* Exercise directions: Report how many lines in the records below contain the word "Tomei". Nothing else belongs in the answer.

Stored data entries:
:::::

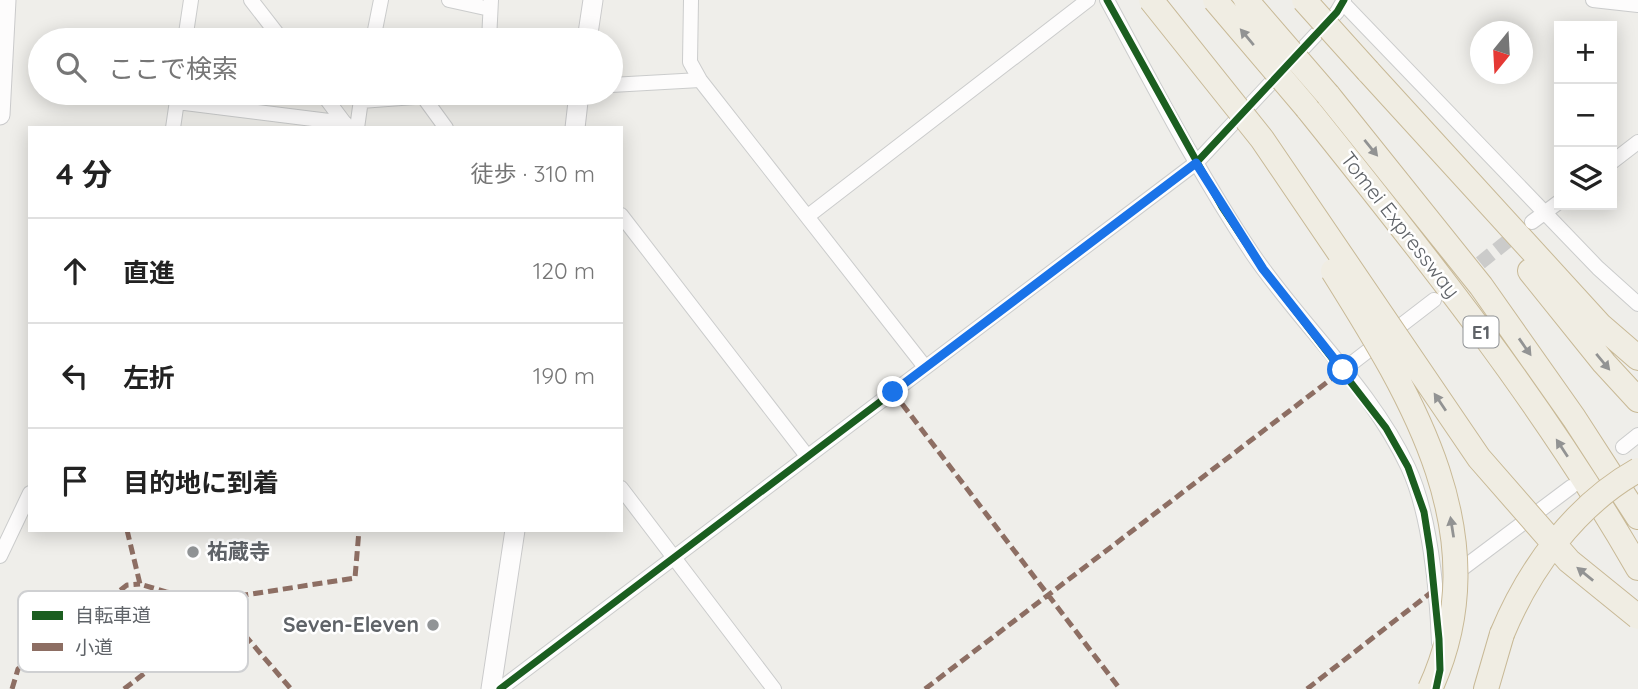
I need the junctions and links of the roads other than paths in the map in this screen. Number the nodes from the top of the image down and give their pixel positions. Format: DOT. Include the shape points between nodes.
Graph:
graph roads {
  1 [pos="6,0"];
  2 [pos="191,0"];
  3 [pos="251,0"];
  4 [pos="381,0"];
  5 [pos="449,0"];
  6 [pos="593,0"];
  7 [pos="691,0"];
  8 [pos="1088,0"];
  9 [pos="1107,0"];
  10 [pos="1151,0"];
  11 [pos="1215,0"];
  12 [pos="1246,0"];
  13 [pos="1304,0"];
  14 [pos="1593,0"];
  15 [pos="1343,1"];
  16 [pos="1619,1"];
  17 [pos="491,5"];
  18 [pos="1638,5"];
  19 [pos="187,28"];
  20 [pos="273,28"];
  21 [pos="375,28"];
  22 [pos="490,28"];
  23 [pos="589,28"];
  24 [pos="1194,53"];
  25 [pos="700,79"];
  26 [pos="623,84"];
  27 [pos="1393,97"];
  28 [pos="1318,101"];
  29 [pos="176,105"];
  30 [pos="225,105"];
  31 [pos="332,105"];
  32 [pos="359,105"];
  33 [pos="429,105"];
  34 [pos="578,105"];
  35 [pos="0,115"];
  36 [pos="173,126"];
  37 [pos="350,126"];
  38 [pos="444,126"];
  39 [pos="575,126"];
  40 [pos="1638,142"];
  41 [pos="1617,158"];
  42 [pos="1196,163"];
  43 [pos="1554,206"];
  44 [pos="1546,212"];
  45 [pos="808,216"];
  46 [pos="623,218"];
  47 [pos="1532,222"];
  48 [pos="1434,300"];
  49 [pos="1638,304"];
  50 [pos="1638,358"];
  51 [pos="925,367"];
  52 [pos="1343,370"];
  53 [pos="1638,400"];
  54 [pos="1638,435"];
  55 [pos="1623,447"];
  56 [pos="807,456"];
  57 [pos="1638,470"];
  58 [pos="1571,487"];
  59 [pos="623,491"];
  60 [pos="28,497"];
  61 [pos="1638,517"];
  62 [pos="515,532"];
  63 [pos="0,556"];
  64 [pos="675,559"];
  65 [pos="1638,568"];
  66 [pos="1433,591"];
  67 [pos="1638,617"];
  68 [pos="491,689"];
  69 [pos="500,689"];
  70 [pos="774,689"];
  71 [pos="1430,689"];
  72 [pos="1436,689"];
  73 [pos="1486,689"];
  1 -- 35 [label="street"];
  2 -- 19 [label="street"];
  3 -- 20 [label="street"];
  4 -- 21 [label="street"];
  5 -- 17 [label="street"];
  6 -- 23 [label="street"];
  7 -- 25 [label="street" via="690,62"];
  8 -- 45 [label="street"];
  9 -- 42 [label="street"];
  10 -- 24 [label="highway, bridge"];
  28 -- 11 [label="highway, Tomei Expressway / E1, one-way, bridge"];
  12 -- 28 [label="highway, Tomei Expressway / E1, bridge"];
  13 -- 27 [label="highway, bridge"];
  14 -- 16 [label="street"];
  15 -- 42 [label="street"];
  15 -- 44 [label="street"];
  16 -- 18 [label="street"];
  17 -- 22 [label="street"];
  67 -- 24 [label="highway, one-way, bridge" via="1569,562 1479,458 1269,150"];
  71 -- 24 [label="highway, one-way, bridge" via="1454,606 1456,562 1443,486 1425,433 1381,348"];
  25 -- 26 [label="street"];
  25 -- 45 [label="street"];
  27 -- 50 [label="highway" via="1600,325"];
  27 -- 53 [label="highway, one-way"];
  28 -- 61 [label="highway, Tomei Expressway / E1, one-way" via="1481,286"];
  65 -- 28 [label="highway, Tomei Expressway / E1, one-way" via="1553,434"];
  29 -- 36 [label="street"];
  30 -- 37 [label="street"];
  31 -- 37 [label="street"];
  32 -- 37 [label="street"];
  33 -- 38 [label="street"];
  34 -- 39 [label="street"];
  40 -- 41 [label="street"];
  42 -- 51 [label="street"];
  42 -- 52 [label="street" via="1263,269"];
  43 -- 44 [label="street"];
  44 -- 47 [label="street"];
  44 -- 49 [label="street"];
  45 -- 51 [label="street"];
  46 -- 56 [label="street"];
  48 -- 52 [label="street"];
  51 -- 56 [label="street"];
  52 -- 66 [label="street" via="1408,467 1424,512"];
  54 -- 55 [label="street"];
  56 -- 64 [label="street"];
  57 -- 73 [label="highway, bridge" via="1585,509 1537,568 1502,634"];
  58 -- 66 [label="street"];
  59 -- 64 [label="street"];
  60 -- 63 [label="street"];
  62 -- 68 [label="street"];
  64 -- 69 [label="street"];
  64 -- 70 [label="street"];
  66 -- 72 [label="street" via="1440,670"];
}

:::::

* Solution to the exercise: 4